Les technologies sont partout et nous entourent. Il ne faut pas en avoir peur. Il faut les rationner et c’est là mon rôle. Il est important de dire aux jeunes que les nouvelles technologies se protègent. En ce sens, il faut les éduquer et leur apprendre les spécificités des brevets, des droits d’auteur, du droit des marques, du droit des dessins et modèles. Ils ont un concept mais ne savent souvent pas le protéger. Mon travail d’avocat est de trouver la bonne protection en fonction de la personne en étant le plus pédagogue possible et dans l’accompagnement.

Quand le projet est en phase de réalisation, le prototype peut prendre forme parfois en un, deux ou trois ans.

J’ai le privilège d’être au cœur des nouvelles technologies et d’être introduite dans les incubateurs, les accélérateurs, dans le monde actuel, de l’accompagnement des jeunes entrepreneurs.

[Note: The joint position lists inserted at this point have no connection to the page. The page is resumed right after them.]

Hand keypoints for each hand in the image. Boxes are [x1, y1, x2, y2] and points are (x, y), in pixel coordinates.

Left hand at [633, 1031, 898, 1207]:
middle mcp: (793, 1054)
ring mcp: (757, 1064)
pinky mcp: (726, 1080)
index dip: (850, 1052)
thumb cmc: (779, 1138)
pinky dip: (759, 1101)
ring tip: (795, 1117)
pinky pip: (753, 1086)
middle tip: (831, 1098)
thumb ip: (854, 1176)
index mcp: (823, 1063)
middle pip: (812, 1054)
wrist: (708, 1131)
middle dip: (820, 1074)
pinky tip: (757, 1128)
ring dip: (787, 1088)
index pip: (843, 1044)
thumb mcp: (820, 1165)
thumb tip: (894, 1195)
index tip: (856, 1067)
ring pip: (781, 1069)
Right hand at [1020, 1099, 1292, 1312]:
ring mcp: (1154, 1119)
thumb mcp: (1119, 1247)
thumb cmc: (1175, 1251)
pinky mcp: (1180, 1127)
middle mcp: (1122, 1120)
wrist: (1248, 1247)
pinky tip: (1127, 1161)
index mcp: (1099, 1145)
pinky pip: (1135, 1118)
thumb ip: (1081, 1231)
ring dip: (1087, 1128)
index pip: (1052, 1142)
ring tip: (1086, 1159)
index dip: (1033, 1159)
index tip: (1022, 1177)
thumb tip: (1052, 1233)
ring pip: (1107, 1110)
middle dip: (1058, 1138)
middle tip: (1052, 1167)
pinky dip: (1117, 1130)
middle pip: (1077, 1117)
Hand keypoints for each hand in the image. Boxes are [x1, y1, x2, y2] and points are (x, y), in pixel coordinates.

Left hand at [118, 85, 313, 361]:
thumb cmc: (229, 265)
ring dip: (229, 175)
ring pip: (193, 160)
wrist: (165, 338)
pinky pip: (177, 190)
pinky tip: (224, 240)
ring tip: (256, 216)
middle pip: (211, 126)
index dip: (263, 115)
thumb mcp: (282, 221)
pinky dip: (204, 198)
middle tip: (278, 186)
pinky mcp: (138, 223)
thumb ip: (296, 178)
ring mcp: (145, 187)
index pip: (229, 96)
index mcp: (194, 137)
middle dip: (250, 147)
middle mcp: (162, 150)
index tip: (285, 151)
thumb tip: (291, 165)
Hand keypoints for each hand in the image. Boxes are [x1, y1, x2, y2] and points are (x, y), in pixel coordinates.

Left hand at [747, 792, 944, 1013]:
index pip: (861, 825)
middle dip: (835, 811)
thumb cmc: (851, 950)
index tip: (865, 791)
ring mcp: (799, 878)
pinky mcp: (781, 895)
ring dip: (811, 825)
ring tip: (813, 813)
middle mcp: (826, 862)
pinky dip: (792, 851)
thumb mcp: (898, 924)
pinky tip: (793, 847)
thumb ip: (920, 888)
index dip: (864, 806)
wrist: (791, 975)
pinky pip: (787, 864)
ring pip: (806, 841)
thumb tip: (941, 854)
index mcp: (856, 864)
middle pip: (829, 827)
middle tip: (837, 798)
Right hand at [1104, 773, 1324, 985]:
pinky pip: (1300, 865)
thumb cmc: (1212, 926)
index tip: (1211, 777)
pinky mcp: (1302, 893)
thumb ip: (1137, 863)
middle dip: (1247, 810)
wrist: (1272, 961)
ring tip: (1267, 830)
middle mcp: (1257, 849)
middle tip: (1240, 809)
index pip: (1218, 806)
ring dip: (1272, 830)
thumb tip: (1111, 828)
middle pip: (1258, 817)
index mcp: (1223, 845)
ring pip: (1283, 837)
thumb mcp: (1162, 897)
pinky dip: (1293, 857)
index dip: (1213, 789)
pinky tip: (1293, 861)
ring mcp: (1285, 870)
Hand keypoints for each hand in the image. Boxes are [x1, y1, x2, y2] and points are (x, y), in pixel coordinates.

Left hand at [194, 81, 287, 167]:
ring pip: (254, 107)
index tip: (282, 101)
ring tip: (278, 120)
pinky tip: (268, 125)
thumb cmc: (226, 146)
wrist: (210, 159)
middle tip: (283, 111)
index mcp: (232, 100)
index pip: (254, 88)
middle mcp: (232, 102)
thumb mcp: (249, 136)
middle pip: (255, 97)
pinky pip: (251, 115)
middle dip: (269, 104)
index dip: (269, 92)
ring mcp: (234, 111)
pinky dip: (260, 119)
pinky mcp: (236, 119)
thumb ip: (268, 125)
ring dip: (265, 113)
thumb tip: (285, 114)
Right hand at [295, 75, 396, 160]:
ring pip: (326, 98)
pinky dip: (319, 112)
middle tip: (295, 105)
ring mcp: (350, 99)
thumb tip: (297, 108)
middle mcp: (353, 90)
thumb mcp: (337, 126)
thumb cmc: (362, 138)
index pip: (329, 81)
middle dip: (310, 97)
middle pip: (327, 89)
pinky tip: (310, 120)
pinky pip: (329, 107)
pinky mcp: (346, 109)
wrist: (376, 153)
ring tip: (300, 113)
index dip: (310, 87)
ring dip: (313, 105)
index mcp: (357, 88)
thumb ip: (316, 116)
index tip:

Je suis expert pour l’association Moovjee qui aide les jeunes entrepreneurs à monter ou structurer leur société à être accompagnés par mentorat.

Il est beaucoup question aujourd’hui du mentorat. Si vous avez la possibilité d’être mentor d’un jeune, faites-le. Nous avons tous besoin d’avoir un mentor, d’être entourés.

Des jeunes de 25 ou 30 ans, sortant d’une école de commerce, n’ayant jamais travaillé dans une société, montent la leur et se retrouvent, au bout d’un an, à avoir 18 salariés et ne savent pas les gérer. L’association Moovjee apporte la possibilité d’avoir un mentor, quelqu’un qui nous aide.

Je suis très active aussi au sein de Cap Digital qui est le premier pôle numérique de France et dans lequel nous accompagnons les jeunes entrepreneurs, nous les entourons et nous les aidons à accéder aux formations.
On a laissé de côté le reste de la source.